Una casa colonica di epoca romana, edificata nel III secolo a.C., è stata scoperta recentemente a Mondragone (Caserta) in una zona compresa tra il Monte Petrino e il Monte Massico, durante scavi archeologici finanziati dall'amministrazione comunale e condotti dall'Università di Perugia e dall'equipe del Museo 'Biagio Greco', insieme alla Soprintendenza Archeologica campana. Si tratta di una villa specializzata nella produzione del vino, lo stesso che più tardi sarà noto a Roma con il nome di «Falernum vinum». Per le sue caratteristiche l’edificio risale ad un età anteriore o contemporanea alle guerre puniche. La campagna di scavi, oltre a far scoprire numerosi frammenti di reperti ceramici caratteristici di contenitori in uso per le derrate alimentari, ha portato alla luce splendidi pavimenti in cocciopesto decorati con tessere calcaree conservati in ottime condizioni, e la sala di un torchio vinario dove venivano pigiate e premute le uve ricavate dai terrazzamenti del vigneto che circondava l'edificio, le cui tracce sono state individuate attraverso gli studi dei terrazzamenti fossili di età romana, presenti su tutto il territorio.

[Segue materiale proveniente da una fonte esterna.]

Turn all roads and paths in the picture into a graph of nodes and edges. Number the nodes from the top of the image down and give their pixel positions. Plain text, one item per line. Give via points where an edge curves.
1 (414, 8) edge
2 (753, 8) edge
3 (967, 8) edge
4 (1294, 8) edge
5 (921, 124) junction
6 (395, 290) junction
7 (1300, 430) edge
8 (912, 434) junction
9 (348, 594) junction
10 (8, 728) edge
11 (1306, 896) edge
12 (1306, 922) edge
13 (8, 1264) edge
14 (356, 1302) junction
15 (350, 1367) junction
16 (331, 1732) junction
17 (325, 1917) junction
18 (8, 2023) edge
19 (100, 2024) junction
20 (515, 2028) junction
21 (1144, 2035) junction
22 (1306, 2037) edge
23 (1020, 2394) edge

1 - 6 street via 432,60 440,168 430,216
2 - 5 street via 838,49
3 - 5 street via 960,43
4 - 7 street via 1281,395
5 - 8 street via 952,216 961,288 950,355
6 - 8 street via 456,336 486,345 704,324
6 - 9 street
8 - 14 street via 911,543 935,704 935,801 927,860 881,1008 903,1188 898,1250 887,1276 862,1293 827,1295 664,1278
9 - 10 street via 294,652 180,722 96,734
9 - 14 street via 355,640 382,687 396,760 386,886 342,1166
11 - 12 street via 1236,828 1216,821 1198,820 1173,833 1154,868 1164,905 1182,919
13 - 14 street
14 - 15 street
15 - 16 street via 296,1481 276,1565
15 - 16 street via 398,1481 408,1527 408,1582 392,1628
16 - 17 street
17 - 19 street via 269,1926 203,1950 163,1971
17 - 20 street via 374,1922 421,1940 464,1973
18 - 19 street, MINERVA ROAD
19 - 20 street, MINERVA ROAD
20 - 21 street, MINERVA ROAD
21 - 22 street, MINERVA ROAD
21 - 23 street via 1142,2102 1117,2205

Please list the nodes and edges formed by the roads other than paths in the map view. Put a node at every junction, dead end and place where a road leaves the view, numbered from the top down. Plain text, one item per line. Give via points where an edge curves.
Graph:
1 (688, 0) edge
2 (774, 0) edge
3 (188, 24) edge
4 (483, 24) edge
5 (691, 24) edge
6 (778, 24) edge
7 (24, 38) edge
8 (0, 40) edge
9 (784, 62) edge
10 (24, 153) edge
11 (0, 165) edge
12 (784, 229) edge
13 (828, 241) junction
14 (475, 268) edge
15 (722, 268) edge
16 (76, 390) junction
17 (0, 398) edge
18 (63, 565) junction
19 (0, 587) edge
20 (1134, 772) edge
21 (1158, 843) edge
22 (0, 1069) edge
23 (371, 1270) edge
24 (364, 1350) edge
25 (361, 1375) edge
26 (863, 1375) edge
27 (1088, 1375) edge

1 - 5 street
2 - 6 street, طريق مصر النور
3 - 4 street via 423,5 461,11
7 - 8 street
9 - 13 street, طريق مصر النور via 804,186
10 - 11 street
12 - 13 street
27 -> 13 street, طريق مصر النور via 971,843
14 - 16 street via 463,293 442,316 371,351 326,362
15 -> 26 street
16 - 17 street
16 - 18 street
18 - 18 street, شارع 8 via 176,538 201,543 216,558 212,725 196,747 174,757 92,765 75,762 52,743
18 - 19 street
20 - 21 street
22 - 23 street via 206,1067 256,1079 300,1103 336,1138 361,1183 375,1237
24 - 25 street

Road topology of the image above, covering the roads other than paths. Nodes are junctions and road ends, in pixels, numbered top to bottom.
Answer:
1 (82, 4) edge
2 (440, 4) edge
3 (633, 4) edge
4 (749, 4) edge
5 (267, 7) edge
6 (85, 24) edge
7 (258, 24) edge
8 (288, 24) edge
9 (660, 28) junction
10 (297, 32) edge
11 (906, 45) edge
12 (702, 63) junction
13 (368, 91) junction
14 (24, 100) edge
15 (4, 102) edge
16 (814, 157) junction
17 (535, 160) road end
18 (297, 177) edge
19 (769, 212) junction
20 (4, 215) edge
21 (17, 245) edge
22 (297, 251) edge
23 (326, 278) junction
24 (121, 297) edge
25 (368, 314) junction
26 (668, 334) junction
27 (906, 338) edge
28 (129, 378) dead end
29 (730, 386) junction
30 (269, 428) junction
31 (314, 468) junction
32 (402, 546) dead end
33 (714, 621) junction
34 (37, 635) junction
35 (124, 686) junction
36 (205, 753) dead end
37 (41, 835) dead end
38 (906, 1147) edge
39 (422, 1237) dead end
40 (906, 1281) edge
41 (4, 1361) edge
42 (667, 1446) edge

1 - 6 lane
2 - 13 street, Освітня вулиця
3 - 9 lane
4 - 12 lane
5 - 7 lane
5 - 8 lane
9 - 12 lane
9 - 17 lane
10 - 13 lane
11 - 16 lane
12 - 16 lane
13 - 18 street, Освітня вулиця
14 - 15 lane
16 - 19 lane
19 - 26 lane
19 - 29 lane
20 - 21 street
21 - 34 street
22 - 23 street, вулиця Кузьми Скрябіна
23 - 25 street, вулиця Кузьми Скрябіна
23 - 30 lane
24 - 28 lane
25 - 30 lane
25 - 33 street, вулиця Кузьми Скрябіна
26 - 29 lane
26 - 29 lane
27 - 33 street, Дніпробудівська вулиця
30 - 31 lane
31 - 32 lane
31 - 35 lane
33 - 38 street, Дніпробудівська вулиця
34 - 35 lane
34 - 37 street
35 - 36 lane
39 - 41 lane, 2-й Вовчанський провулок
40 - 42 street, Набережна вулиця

La scoperta della villa rappresenta un tassello importante della storia del territorio mondragonese dove da anni è iniziato un percorso archeologico e scientifico che ha permesso di portare alla luce il frammento del dente di un bambino databile all'epoca neandertaliana, trovato a Roccia San Sebastiano, e di restituire alla comunità il sito medievale di Rocca Montis Dragonis.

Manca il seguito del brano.